Fetal/Neonatal Adverse Reactions
Neonates of women with gestational diabetes who are treated with sulfonylureas during pregnancy may be at increased risk for neonatal intensive care admission and may develop respiratory distress, hypoglycemia, birth injury, and be large for gestational age. Prolonged severe hypoglycemia, lasting 4 to 10 days, has been reported in neonates born to mothers receiving a sulfonylurea at the time of delivery and has been reported with the use of agents with a prolonged half-life. Observe newborns for symptoms of hypoglycemia and respiratory distress and manage accordingly.
Dose adjustments during pregnancy and the postpartum period
Due to reports of prolonged severe hypoglycemia in neonates born to mothers receiving a sulfonylurea at the time of delivery, glyburide and metformin hydrochloride should be discontinued at least two weeks before expected delivery [see Fetal/Neonatal Adverse Reactions].
Published data from post-marketing studies have not reported a clear association with metformin and major birth defects, miscarriage, or adverse maternal or fetal outcomes when metformin was used during pregnancy. However, these studies cannot definitely establish the absence of any metformin-associated risk because of methodological limitations, including small sample size and inconsistent comparator groups.

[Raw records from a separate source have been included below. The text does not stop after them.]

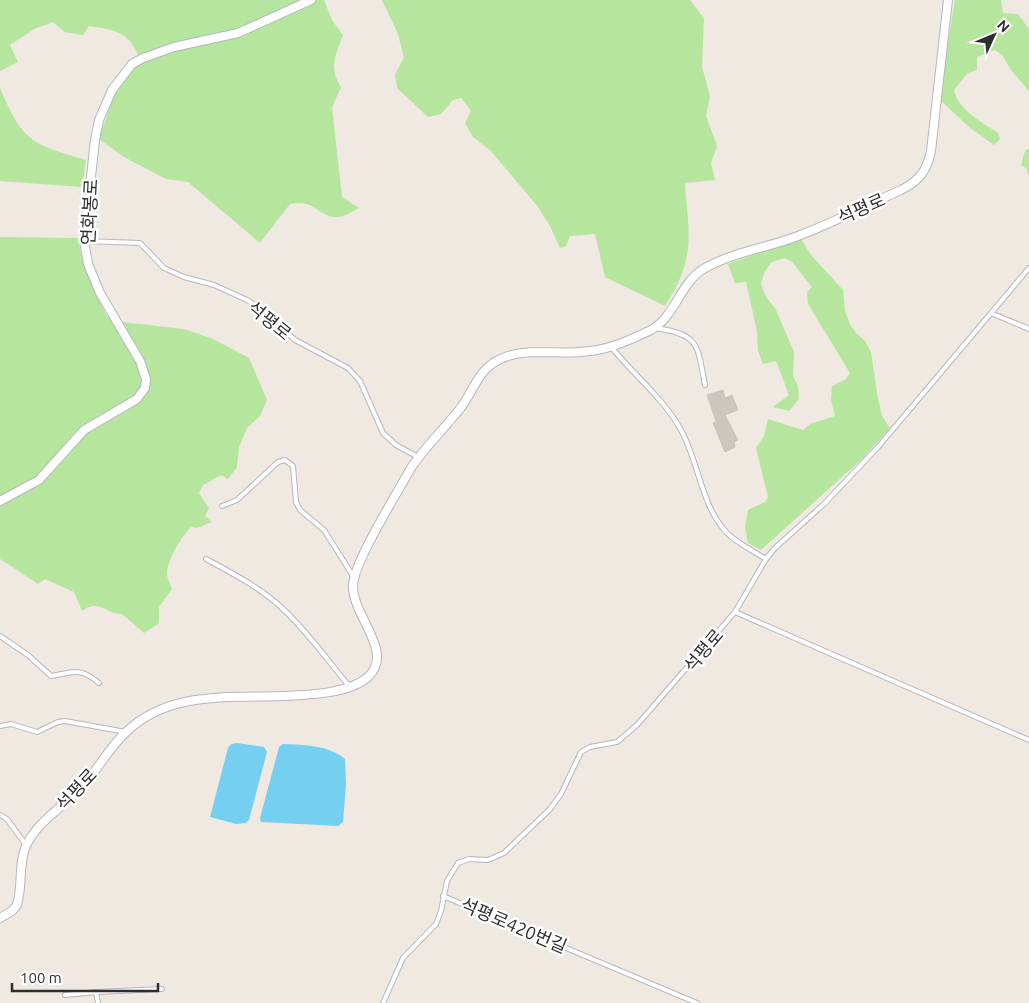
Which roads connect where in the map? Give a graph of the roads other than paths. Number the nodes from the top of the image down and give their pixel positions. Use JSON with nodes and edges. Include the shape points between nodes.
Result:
{"nodes":[{"id":1,"x":311,"y":0,"type":"edge"},
{"id":2,"x":948,"y":0,"type":"edge"},
{"id":3,"x":84,"y":241,"type":"junction"},
{"id":4,"x":1029,"y":268,"type":"edge"},
{"id":5,"x":991,"y":313,"type":"junction"},
{"id":6,"x":654,"y":328,"type":"junction"},
{"id":7,"x":1029,"y":329,"type":"edge"},
{"id":8,"x":612,"y":348,"type":"junction"},
{"id":9,"x":705,"y":385,"type":"dead end"},
{"id":10,"x":418,"y":458,"type":"junction"},
{"id":11,"x":0,"y":501,"type":"edge"},
{"id":12,"x":222,"y":506,"type":"dead end"},
{"id":13,"x":766,"y":559,"type":"junction"},
{"id":14,"x":206,"y":560,"type":"dead end"},
{"id":15,"x":353,"y":576,"type":"junction"},
{"id":16,"x":735,"y":612,"type":"junction"},
{"id":17,"x":0,"y":636,"type":"edge"},
{"id":18,"x":99,"y":683,"type":"dead end"},
{"id":19,"x":350,"y":687,"type":"junction"},
{"id":20,"x":0,"y":726,"type":"edge"},
{"id":21,"x":126,"y":732,"type":"junction"},
{"id":22,"x":1029,"y":740,"type":"edge"},
{"id":23,"x":0,"y":815,"type":"edge"},
{"id":24,"x":26,"y":845,"type":"junction"},
{"id":25,"x":443,"y":896,"type":"junction"},
{"id":26,"x":0,"y":918,"type":"edge"},
{"id":27,"x":162,"y":989,"type":"dead end"},
{"id":28,"x":96,"y":992,"type":"junction"},
{"id":29,"x":65,"y":995,"type":"dead end"},
{"id":30,"x":98,"y":1003,"type":"edge"},
{"id":31,"x":383,"y":1003,"type":"edge"},
{"id":32,"x":697,"y":1003,"type":"edge"}],
"edges":[{"from":1,"to":3,"type":"street","name":"연화봉로","via":[[238,33],[154,53],[132,64],[112,90],[99,120]]},
{"from":2,"to":6,"type":"street","name":"석평로","via":[[932,151],[923,174],[914,184],[797,236],[720,260],[702,269],[663,321]]},
{"from":3,"to":10,"type":"lane","name":"석평로","via":[[135,241],[164,268],[214,285],[255,304],[295,340],[348,368],[360,381],[383,433]]},
{"from":3,"to":11,"type":"street","name":"연화봉로","via":[[88,264],[100,293],[140,361],[146,379],[145,388],[137,399],[84,430],[39,480]]},
{"from":4,"to":5,"type":"lane","name":"석평로"},
{"from":5,"to":7,"type":"lane"},
{"from":5,"to":13,"type":"lane","name":"석평로","via":[[862,464]]},
{"from":6,"to":8,"type":"street","name":"석평로"},
{"from":6,"to":9,"type":"lane","via":[[684,334],[692,339]]},
{"from":8,"to":10,"type":"street","name":"석평로","via":[[526,353],[496,362],[474,384],[461,409]]},
{"from":8,"to":13,"type":"lane","via":[[681,429],[721,526],[738,542]]},
{"from":10,"to":15,"type":"street","name":"석평로"},
{"from":12,"to":15,"type":"lane","via":[[237,500],[278,462],[289,462],[300,510],[324,530]]},
{"from":13,"to":16,"type":"lane","name":"석평로"},
{"from":14,"to":19,"type":"lane","via":[[248,583],[281,607]]},
{"from":15,"to":19,"type":"street","name":"석평로","via":[[354,602],[379,655],[370,674]]},
{"from":16,"to":22,"type":"lane"},
{"from":16,"to":25,"type":"lane","name":"석평로","via":[[627,735],[617,742],[581,752],[561,794],[515,844],[495,858],[458,863],[447,881]]},
{"from":17,"to":18,"type":"lane","via":[[51,676],[77,671]]},
{"from":19,"to":21,"type":"street","name":"석평로","via":[[302,695],[175,702],[144,716]]},
{"from":20,"to":21,"type":"lane","via":[[11,724],[37,732],[65,721]]},
{"from":21,"to":24,"type":"street","name":"석평로","via":[[82,786]]},
{"from":23,"to":24,"type":"lane"},
{"from":24,"to":26,"type":"street","via":[[17,905]]},
{"from":25,"to":31,"type":"lane","name":"석평로420번길","via":[[436,924],[403,958]]},
{"from":25,"to":32,"type":"lane","name":"석평로420번길"},
{"from":27,"to":28,"type":"lane"},
{"from":28,"to":29,"type":"lane"},
{"from":28,"to":30,"type":"lane"}]}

Reproduction studies were performed in rats and rabbits at doses up to 500 times the maximum recommended human dose of 20 mg of glyburide based on body surface area comparisons and revealed no evidence of harm to the fetus.
Metformin did not adversely affect development outcomes when administered to pregnant rats and rabbits at doses up to 600 mg/kg/day. This represents an exposure of about 3 and 6 times a 2000 mg clinical dose based on body surface area comparisons for rats and rabbits, respectively. Determination of fetal concentrations demonstrated a partial placental barrier to metformin.